Another top-tier Democratic hopeful has released a detailed plan addressing the nation’s shortage of affordable homes as housing advocates push for even more coverage on the topic on debate stage.
Vermont Sen. Bernie Sanders rolled out an affordable housing strategy preview Saturday at an event in Las Vegas, Nevada. The announcement came after the third round of Democratic presidential debates included no formal mention of housing, and President Donald Trump’s visit to California, prompting the possibility of a strong administrative response to the state’s rising homeless population.
“Senator Bernie Sanders’s recent preview of his ambitious plan on affordable housing is yet another example of candidates addressing the public’s demand for solutions to the housing crisis on the campaign trails like never before,” National Low Income Housing Coalition [NLIHC] president and CEO Diane Yentel said in a statement to Starting Line. “Despite tremendous interest, the last three Democratic presidential debates yielded no questions from moderators specifically asking candidates about their plan to end the housing and homelessness crisis.”
Joining 11 other Democratic candidates who have released housing overhauls, Sanders’ campaign said the senator is expected to formally roll out a full proposal in the coming days.
Currently, Sanders’ housing policy highlights:
- Adopting national rent control
- Constructing, rehabbing and preserving 7.4 million units of housing
- Building an additional 2 million mixed-income housing units
- Ending gentrification and housing discrimination
- Providing $50 billion to allow $1 million to buy affordable community land trust homes
“Under my plan we’ll establish a national rent control standard, capping annual rent increases throughout the country at no more than 1.5 times the rate of inflation or 3% — whichever is higher. We need to allow cities and states to go even further to protect tenants,” Sanders said.

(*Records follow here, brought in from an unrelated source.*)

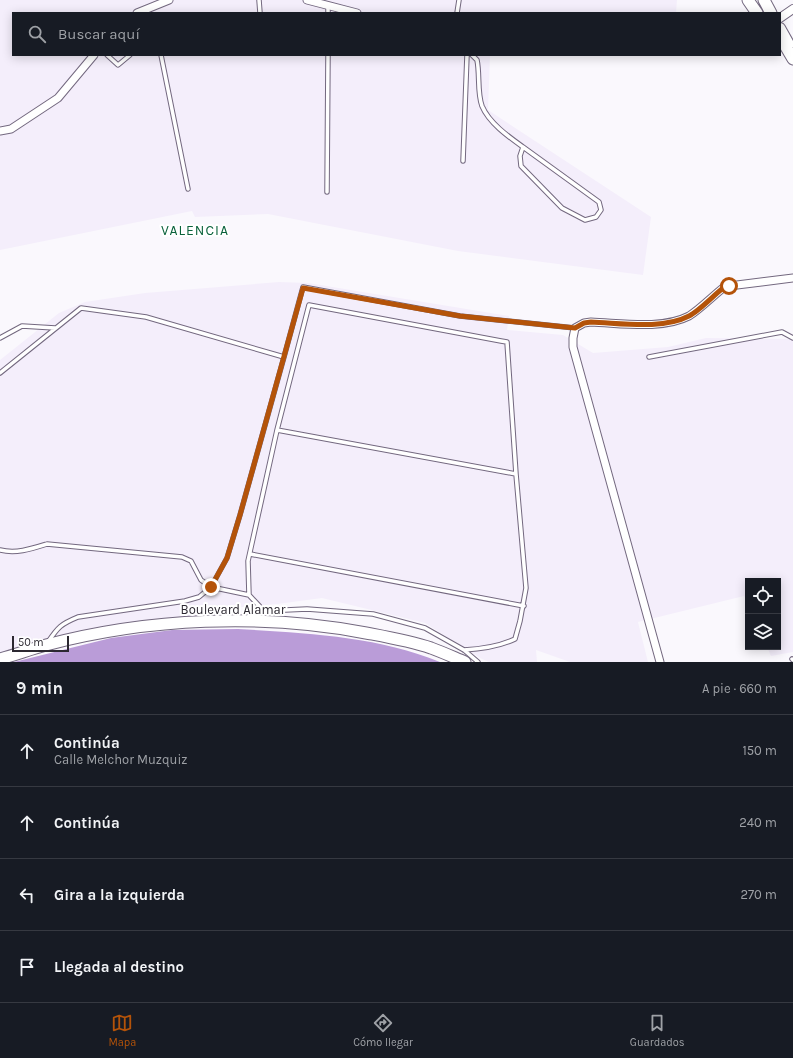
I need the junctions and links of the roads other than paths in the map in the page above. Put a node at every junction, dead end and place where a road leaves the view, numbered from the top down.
1 (169, 0) edge
2 (259, 0) edge
3 (307, 0) edge
4 (459, 0) edge
5 (748, 0) edge
6 (793, 9) edge
7 (328, 10) edge
8 (764, 10) edge
9 (139, 12) edge
10 (260, 12) edge
11 (347, 12) edge
12 (457, 12) edge
13 (781, 18) edge
14 (781, 21) edge
15 (781, 30) edge
16 (781, 39) edge
17 (793, 39) edge
18 (793, 49) edge
19 (781, 50) edge
20 (93, 56) edge
21 (108, 56) edge
22 (129, 56) edge
23 (162, 56) edge
24 (328, 56) edge
25 (467, 56) edge
26 (473, 56) edge
27 (793, 59) edge
28 (793, 68) edge
29 (0, 131) edge
30 (523, 147) junction
31 (463, 161) dead end
32 (188, 189) dead end
33 (327, 192) dead end
34 (793, 278) edge
35 (55, 328) junction
36 (575, 328) junction
37 (0, 338) edge
38 (793, 338) edge
39 (284, 357) junction
40 (649, 357) dead end
41 (0, 372) edge
42 (278, 430) junction
43 (516, 474) junction
44 (0, 550) edge
45 (250, 554) junction
46 (211, 587) junction
47 (248, 595) junction
48 (524, 606) junction
49 (264, 611) junction
50 (236, 621) junction
51 (47, 645) junction
52 (464, 650) junction
53 (0, 659) edge
54 (464, 662) edge
55 (478, 662) edge
56 (660, 662) edge

1 - 9 street
2 - 10 lane
3 - 7 street
4 - 12 lane
5 - 8 highway
6 - 13 street
7 - 11 street
14 - 17 main road
15 - 18 main road
16 - 27 highway
19 - 28 highway
20 - 29 street
21 - 22 lane
23 - 32 lane
24 - 33 lane
25 - 31 lane
26 - 30 lane
30 - 30 lane
34 - 36 street
35 - 37 lane
35 - 39 lane
35 - 41 lane
36 - 39 lane
36 - 56 street
38 - 40 lane
39 - 46 lane
42 - 43 lane
42 - 43 lane
42 - 45 lane
43 - 48 lane
44 - 46 lane
45 - 47 lane
45 - 48 lane
46 - 47 lane
46 - 51 lane
47 - 49 lane
48 - 52 lane
49 - 50 lane
49 - 52 lane
50 - 51 highway, Boulevard Alamar
50 - 54 highway, Boulevard Alamar
51 - 53 highway, Boulevard Alamar
52 - 55 lane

Decent housing should not be a privilege, it should be a right. Join me live in Nevada now: https://t.co/PC8yAobEmQ
— Bernie Sanders (@BernieSanders) September 14, 2019
Sanders is one of several candidates who has mentioned the country’s housing crisis in past debates. But housing advocates are still pushing for coverage of the topic on the national stage.
On Sept. 5, along with more than 600 housing or other non-profit organizations, the NLIHC sent a letter to ABC and Univision debate moderators George Stephanopoulos, David Muir, Linsey Davis and Jorge Ramos, urging them to ask each candidate how they’d address the nation’s affordable housing crisis.
“They are talking about these plans on the campaign trail — in town halls, forums, and coffees in New Hampshire, Iowa, and beyond,” the letter said. “But during the first two rounds of presidential debates, debate moderators have neglected to directly ask candidates how they would address our nation’s housing affordability crisis.”
The NLIHC also initiated a “tweetstorm” before the debates, encouraging people to flood moderator and candidate Twitter mentions and timelines with requests to cover the topic on stage.
76% of the public say they are more likely to vote for a candidate that has a detailed plan to make housing more affordable. We're waiting to hear an #affordablehousing question tonight! #OurHomesOurVotes2020 #DemDebate pic.twitter.com/WyhJBNO8gv
— Our Homes,Our Votes (@OurHomesVotes) September 13, 2019
However, moderators did not directly ask the candidates to address national housing concerns. The coalition is still hopeful housing may be touched on in upcoming debates, especially as increased attention on homelessness has surfaced after Trump’s visit to California.
“In a week when affordable housing and homelessness was on the front page of newspapers across the country, it is astonishing that the debate moderators neglected to ask any candidates for their solutions to the crisis,” Yentel wrote in a City Lab op-ed.
The Trump Administration has indicated support for criminalization, sweeps of unsheltered people living on the streets, and potentially moving them to federal homeless camps to address California’s homeless crisis.
Sanders noted Trump’s response to Californian homelessness when he discussed his housing strategy over the weekend.
“Instead of expanding federal housing programs, Trump is proposing to cut them by $9.6 billion or 18%,” Sanders said at the Las Vegas event. “Instead of working to substantially reduce the outrageously high price of housing, Trump is proposing to triple what some of the poorest senior citizens and persons with disabilities in America are paying for rent today.”